What Dr Joe Fitzgibbon says in his book about CBT

Dr. Fitzgibbon doesn’t say much about CBT in his book, but does mention it positively as of possible use to some patients to address things like

“Unhelpful illness beliefs and attitudes”(p.275). Feeling Tired all the Time, Dr Joe Fitzgibbon, 2001

(This is very much in line with the psychiatric view of ME/CFS). He also says

“..some patients continue to report an increased sense of effort, even after they have made significant progress towards full recovery. CBT would be an excellent way to deal with this problem”(p.275). Feeling Tired all the Time, Dr Joe Fitzgibbon, 2001

The irony here is that he doesn’t see, or accept, that the patient is still unwell after following the exercise programme – that was supposed to get them better!

He goes on to say:

Think of it like this: you have been ill for a long time, and you've had to put in a great (sense of) effort to get to where you are now. However, in spite of the fact that you are now doing more and feeling better, you are still used to thinking in terms of the illness. Consequently, the thought of engaging in a given activity evokes subconscious memories of effort, and with them a certain foreboding. CBT will help you change both the perception and the foreboding by helping you to think in terms of your present health and well-being rather than dwell (even subconsciously) on the past illness. (p 275) Feeling Tired all the Time, Dr Joe Fitzgibbon, 2001 .

@Woolie Does CBT normally deal with the unconscious? I thought that was a Freudian thing.

I love the way that post-exertional malaise gets re-defined as the person just having a greater sense of effort. It is a great get-out clause for doctors.

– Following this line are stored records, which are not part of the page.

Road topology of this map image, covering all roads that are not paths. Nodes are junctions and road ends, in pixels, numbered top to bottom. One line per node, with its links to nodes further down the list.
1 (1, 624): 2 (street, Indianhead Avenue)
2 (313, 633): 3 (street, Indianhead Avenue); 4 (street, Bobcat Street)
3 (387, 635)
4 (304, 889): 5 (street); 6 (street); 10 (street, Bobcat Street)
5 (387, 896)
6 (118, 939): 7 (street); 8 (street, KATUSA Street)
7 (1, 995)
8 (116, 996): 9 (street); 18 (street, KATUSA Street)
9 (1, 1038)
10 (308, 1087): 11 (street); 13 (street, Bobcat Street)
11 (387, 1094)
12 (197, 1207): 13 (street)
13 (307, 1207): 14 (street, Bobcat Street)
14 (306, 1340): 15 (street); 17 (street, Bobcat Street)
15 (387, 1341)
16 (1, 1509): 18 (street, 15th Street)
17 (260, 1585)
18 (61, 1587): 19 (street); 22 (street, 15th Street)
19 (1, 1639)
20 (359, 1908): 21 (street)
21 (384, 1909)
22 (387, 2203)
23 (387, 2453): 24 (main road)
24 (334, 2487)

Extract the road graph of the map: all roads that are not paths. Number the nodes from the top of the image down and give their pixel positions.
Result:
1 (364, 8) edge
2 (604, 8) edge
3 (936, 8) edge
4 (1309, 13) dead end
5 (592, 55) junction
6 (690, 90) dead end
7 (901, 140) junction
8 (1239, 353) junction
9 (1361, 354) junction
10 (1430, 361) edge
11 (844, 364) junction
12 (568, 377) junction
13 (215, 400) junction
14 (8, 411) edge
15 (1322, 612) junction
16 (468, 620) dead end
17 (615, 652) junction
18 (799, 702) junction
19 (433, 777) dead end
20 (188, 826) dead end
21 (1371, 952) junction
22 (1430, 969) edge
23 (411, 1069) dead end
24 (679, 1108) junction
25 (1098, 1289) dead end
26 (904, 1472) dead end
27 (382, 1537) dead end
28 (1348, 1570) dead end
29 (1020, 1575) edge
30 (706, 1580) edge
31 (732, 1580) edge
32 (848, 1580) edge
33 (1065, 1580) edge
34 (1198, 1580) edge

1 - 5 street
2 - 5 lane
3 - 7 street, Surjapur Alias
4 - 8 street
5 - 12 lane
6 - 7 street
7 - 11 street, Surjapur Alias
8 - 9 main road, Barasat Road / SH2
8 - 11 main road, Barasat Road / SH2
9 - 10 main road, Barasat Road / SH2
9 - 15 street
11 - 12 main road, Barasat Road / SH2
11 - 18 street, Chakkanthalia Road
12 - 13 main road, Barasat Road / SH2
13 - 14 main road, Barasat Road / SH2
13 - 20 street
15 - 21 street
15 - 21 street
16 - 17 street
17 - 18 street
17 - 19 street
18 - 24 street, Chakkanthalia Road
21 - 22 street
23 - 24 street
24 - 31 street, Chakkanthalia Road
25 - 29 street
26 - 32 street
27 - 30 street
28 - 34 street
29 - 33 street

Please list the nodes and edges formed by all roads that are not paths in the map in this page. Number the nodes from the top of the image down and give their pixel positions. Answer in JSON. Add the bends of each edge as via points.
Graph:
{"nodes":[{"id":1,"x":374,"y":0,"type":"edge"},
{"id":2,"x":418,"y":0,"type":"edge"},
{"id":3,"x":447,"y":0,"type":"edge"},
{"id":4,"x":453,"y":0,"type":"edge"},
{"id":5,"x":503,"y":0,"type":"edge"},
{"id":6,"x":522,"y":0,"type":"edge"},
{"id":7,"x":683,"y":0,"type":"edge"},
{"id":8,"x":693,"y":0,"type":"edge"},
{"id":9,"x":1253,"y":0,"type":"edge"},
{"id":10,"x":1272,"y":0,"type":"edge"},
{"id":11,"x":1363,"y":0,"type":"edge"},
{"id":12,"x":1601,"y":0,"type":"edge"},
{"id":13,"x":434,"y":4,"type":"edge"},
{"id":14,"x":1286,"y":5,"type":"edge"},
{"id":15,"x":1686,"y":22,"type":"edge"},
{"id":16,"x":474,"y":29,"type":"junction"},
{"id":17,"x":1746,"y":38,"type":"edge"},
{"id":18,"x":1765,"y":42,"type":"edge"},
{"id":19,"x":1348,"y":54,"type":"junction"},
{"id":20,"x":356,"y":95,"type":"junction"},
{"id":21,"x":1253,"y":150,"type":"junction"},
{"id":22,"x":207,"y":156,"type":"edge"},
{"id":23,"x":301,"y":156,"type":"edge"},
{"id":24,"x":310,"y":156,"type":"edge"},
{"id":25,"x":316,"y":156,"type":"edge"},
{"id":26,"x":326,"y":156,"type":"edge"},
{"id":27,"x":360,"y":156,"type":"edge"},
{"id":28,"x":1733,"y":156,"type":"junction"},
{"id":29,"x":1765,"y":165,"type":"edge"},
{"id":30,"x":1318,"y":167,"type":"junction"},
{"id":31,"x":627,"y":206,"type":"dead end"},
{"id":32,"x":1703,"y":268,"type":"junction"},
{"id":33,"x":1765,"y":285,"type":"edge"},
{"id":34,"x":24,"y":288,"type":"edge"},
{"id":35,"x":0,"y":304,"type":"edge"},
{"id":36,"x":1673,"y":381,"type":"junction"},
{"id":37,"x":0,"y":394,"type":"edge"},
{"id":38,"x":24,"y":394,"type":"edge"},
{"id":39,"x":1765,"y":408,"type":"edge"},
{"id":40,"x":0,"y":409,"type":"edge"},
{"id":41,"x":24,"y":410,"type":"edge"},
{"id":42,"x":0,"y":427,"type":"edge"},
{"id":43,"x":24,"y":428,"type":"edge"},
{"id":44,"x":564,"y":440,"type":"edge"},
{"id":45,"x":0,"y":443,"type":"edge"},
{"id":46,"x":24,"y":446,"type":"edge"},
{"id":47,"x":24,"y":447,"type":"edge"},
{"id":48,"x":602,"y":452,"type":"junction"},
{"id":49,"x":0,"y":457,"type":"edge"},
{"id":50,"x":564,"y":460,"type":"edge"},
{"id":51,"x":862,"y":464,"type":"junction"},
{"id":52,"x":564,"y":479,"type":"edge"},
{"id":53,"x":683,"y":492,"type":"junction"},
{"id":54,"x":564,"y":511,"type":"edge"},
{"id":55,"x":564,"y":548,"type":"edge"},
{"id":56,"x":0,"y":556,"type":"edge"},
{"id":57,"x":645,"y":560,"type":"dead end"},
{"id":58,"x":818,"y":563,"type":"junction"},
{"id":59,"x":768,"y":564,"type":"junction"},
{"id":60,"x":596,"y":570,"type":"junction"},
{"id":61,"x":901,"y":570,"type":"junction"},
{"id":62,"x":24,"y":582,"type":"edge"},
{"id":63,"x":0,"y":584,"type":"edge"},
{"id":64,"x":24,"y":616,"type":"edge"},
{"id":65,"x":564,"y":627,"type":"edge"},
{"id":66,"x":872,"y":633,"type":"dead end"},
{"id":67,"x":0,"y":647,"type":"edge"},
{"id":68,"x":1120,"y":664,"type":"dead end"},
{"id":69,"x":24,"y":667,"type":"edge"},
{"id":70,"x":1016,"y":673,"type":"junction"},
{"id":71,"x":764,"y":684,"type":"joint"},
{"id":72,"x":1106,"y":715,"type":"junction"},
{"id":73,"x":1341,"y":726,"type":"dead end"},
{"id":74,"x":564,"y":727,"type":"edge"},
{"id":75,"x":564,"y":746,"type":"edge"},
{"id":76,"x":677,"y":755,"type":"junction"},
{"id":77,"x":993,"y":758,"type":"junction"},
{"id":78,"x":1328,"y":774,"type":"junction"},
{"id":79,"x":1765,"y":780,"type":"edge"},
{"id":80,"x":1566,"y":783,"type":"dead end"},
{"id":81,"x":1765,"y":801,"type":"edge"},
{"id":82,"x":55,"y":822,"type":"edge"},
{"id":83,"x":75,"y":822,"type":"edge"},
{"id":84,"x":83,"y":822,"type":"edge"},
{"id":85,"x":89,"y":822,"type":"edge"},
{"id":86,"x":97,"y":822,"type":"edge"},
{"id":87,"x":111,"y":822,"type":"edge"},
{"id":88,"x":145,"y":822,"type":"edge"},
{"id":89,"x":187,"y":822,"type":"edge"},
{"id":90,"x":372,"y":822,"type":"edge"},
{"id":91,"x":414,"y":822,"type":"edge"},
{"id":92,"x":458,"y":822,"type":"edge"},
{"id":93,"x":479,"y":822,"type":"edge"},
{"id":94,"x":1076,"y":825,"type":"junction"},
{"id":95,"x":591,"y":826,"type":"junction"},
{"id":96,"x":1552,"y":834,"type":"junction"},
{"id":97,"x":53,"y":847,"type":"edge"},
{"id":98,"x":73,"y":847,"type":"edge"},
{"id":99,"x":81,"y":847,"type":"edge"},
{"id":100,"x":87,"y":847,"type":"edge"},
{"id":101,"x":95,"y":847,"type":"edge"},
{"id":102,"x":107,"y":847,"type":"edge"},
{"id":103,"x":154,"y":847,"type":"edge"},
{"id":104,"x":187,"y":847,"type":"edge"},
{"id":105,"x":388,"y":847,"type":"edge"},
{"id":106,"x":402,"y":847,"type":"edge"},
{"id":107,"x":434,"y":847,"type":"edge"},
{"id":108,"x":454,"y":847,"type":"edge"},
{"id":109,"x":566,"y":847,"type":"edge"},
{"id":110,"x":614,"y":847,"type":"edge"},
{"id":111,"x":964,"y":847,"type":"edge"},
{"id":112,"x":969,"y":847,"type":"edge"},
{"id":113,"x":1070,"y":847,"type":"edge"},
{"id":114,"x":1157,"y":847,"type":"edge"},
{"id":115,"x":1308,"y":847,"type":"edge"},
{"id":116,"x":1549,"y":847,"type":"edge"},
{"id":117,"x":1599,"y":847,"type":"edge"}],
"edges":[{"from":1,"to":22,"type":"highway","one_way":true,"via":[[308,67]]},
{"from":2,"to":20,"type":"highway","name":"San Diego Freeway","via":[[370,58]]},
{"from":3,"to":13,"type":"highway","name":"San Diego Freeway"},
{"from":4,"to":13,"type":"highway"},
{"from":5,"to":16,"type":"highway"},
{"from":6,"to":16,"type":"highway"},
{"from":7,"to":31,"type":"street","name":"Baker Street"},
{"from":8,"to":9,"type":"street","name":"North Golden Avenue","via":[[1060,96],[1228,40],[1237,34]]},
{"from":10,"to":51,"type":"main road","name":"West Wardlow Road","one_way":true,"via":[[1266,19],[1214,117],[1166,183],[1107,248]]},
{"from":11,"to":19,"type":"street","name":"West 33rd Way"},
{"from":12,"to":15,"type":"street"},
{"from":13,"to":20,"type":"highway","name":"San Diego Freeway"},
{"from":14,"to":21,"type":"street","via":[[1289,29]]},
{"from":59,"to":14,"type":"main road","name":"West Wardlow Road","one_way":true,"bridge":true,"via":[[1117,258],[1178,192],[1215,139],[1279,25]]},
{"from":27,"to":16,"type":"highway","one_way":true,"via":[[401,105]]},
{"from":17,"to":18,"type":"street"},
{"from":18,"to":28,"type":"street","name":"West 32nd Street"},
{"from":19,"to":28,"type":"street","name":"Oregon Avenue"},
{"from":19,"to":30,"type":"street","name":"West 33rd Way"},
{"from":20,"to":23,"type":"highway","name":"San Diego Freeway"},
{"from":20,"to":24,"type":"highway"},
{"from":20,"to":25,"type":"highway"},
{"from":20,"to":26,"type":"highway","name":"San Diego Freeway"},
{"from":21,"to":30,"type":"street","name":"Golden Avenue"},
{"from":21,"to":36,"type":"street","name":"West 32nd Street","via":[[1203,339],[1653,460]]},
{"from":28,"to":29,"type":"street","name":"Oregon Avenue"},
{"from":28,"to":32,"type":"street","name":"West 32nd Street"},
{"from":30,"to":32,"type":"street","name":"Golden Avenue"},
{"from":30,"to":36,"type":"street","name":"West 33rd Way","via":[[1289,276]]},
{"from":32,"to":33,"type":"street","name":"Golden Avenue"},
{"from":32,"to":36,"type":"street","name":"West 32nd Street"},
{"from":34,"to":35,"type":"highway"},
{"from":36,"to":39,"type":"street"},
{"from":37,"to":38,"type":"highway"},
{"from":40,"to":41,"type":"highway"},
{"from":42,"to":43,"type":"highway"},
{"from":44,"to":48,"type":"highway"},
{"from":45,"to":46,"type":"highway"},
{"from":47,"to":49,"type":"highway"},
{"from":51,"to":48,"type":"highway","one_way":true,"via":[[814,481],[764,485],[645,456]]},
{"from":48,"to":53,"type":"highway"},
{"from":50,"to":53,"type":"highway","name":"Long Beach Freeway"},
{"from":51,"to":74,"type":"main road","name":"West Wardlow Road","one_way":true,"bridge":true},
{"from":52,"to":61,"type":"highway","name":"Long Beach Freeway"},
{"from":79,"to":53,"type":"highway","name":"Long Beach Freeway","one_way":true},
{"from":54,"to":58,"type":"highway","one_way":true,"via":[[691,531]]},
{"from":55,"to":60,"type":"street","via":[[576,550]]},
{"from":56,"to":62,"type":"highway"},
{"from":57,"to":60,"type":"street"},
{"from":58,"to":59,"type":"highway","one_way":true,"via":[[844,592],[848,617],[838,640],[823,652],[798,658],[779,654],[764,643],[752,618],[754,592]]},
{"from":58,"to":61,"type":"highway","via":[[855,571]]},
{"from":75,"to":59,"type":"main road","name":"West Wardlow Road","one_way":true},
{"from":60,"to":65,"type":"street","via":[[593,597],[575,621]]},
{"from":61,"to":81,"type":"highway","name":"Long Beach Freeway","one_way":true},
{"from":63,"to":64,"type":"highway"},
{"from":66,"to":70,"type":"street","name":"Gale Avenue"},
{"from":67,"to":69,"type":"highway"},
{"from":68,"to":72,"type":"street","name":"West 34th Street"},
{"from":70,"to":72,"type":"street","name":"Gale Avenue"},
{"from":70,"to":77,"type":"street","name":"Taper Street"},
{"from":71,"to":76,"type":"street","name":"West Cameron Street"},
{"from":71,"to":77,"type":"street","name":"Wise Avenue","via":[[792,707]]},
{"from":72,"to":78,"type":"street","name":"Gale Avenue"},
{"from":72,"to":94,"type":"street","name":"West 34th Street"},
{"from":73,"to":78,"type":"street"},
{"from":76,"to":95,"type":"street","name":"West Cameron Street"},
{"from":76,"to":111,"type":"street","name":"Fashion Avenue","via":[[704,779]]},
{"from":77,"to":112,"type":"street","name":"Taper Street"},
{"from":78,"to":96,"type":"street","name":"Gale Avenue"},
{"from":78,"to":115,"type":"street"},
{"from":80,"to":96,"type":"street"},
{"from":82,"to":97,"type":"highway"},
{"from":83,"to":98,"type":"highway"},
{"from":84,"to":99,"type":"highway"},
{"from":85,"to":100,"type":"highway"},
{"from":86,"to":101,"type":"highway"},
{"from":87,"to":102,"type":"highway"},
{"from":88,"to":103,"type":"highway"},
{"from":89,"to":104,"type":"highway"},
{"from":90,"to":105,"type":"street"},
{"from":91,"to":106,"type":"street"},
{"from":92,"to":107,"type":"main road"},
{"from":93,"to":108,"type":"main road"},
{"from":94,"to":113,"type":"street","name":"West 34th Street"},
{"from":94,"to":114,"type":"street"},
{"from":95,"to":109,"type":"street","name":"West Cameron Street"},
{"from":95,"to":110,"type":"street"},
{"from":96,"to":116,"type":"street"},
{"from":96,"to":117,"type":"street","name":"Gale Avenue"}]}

Then with the added subconscious stuff, it is hard to defend against it (at least to a doctor who won't listen).

 

[Woolie]

@Woolie Does CBT normally deal with the unconscious? I thought that was a Freudian thing.

Yes, the "B" in CBT allows for some unconscious mechanisms. The B stands for Behavioural, and it refers to any intervention that uses rewards, punishment or learning theory more generally to help people overcome bad habits.

So a prime example is the standard CBT treatment for spider phobia. You slowly expose the person to spider paraphernalia in a relaxed environment. The idea is that you're supposed to be breaking down the pairing between the spider stimuli and fear, and creating a new pairing of spider stuff and nice feelings. So there is no need for the person to even be aware of what's going on for it to work.

In case you care, the spider treatment works on the principles of classical (pavlovian) conditioning. That's the one about pairing of stimuli with particular types of emotions and responses. The other type of learning principle, the one that involves punishing bad behaviours or rewarding good ones, is operant conditioning.

But to me, there's still something odd about what Fitzgibbon says. I don't think it makes sense to say "dwell (even subconsciously)". The idea of dwelling on something - the meaning we all understand by that term - involves awareness that we are doing so.